Academy chain with 35,000 pupils to be first in England to go phone-free

by zaralbro

4 comments
  1. I’m all in favour of the decision to go phone-free, but the idea of an academy chain making this kind of decision without any public accountability is democratically unacceptable. In the old days, elected county council local education authorities made these decisions, and they could be held accountable for it. Privatisation (which is what the academy system is, when you get down to it) just gives power without responsibility.

  2. Phones are sometimes used in lessons whether it’s independent research or something like Kahoot quizzes so this imposes limitations on teachers. It stops parents being able to contact kids (of course, most kids will keep their phones in their bags rather than leave them at home but still this is technically “against the rules”). It does fuck all to stop bullying because people will still bully in real life, and then just do some cyberbullying after school.

    As for the social media addiction? Well don’t you think dealing with that should start at home? It should be up to the parents to control their kids’ use of social media. Preventing social media addicts from accessing it during school will just mean they do so at home, have the same anxieties and spend too much time on it at home (and this can still affect school when it comes to homework), at the expense of the majority of young people who aren’t addicts or suffering from anxiety, contrary to what the stereotypes say.

  3. Firstly I don’t see why they can’t just have it so they can’t use their phone during school and if caught doing so without permission said phone would be taken away and returned at the end of the day this was how my school did it and worked pretty well.
    The solution provided here is stupid if each year has an minimum of 100 students and school has five year (7-11) groups like most secondary schools that would mean 500 students all trying to collect their phones at the end of the day at once.also lets me honest said phones would likely be stored in the schools office or reception so what stopping an determined robber from holding the receptionist at knife point the get phones for a very easy score because the police would fuck all so someone brazen enough Likely will do this.

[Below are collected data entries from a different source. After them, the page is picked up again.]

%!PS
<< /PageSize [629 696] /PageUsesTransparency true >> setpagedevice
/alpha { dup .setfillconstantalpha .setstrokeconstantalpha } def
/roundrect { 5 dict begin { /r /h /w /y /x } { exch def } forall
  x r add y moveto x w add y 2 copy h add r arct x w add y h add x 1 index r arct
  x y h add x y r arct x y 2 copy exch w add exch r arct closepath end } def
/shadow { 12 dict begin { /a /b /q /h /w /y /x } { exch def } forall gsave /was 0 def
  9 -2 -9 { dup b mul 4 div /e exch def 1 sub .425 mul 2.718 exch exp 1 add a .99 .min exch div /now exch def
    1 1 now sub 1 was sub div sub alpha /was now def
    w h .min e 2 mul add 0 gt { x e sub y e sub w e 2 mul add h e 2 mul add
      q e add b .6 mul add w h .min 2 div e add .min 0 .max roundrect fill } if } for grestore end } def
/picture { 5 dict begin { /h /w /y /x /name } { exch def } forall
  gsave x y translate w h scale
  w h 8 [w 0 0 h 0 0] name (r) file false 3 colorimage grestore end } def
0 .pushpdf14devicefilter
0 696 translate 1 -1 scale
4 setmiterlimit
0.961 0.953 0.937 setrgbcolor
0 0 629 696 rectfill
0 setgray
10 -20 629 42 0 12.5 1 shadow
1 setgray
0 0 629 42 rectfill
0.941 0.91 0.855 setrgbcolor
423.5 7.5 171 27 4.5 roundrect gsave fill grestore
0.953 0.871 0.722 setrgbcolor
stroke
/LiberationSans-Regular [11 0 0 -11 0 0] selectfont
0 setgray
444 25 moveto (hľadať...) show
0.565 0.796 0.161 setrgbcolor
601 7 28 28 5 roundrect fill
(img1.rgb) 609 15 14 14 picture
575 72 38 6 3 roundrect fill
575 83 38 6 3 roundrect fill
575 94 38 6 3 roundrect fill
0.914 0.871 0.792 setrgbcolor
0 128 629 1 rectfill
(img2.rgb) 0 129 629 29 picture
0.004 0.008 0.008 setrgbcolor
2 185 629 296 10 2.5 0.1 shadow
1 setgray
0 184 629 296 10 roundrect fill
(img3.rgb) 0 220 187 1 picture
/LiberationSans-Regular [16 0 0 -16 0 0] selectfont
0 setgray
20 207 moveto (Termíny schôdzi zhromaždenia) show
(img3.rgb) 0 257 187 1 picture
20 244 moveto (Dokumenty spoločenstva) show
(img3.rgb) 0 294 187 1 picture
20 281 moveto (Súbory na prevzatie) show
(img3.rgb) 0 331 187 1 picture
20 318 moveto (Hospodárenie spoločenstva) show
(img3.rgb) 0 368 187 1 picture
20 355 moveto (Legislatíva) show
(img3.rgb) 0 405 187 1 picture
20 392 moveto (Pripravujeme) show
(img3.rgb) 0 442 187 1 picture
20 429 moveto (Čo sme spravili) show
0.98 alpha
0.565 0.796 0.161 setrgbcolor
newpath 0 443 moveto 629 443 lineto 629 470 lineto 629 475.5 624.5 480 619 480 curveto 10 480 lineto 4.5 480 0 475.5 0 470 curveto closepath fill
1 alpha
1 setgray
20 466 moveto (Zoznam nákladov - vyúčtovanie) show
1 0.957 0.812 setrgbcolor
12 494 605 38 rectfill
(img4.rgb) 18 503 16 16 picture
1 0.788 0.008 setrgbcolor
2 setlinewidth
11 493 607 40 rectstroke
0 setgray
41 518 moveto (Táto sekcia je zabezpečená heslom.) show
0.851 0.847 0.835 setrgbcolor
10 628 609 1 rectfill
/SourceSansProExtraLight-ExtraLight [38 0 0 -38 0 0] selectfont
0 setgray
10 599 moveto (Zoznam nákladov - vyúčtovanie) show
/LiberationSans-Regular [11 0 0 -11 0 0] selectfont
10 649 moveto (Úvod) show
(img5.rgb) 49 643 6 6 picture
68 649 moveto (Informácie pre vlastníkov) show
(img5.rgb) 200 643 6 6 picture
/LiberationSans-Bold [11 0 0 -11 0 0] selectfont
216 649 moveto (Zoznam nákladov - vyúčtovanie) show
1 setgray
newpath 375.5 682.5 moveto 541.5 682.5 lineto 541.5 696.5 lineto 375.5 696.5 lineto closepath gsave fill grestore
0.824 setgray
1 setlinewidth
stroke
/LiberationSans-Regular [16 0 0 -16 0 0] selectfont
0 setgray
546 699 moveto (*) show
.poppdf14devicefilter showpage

  4. Blame those parents who couldn’t handle their children’s addiction to their phones, then also blame those children who became violent, aggressive, sneaky, cheeky, etc, etc., when it came to being forced to not use their phone in class, put it away, or have it confiscated.

    They ruined it for everyone else, and as a parent of five, I don’t blame the schools for taking this stance. It’s not the schools’ responsibility to handle their children’s phone usage during class time.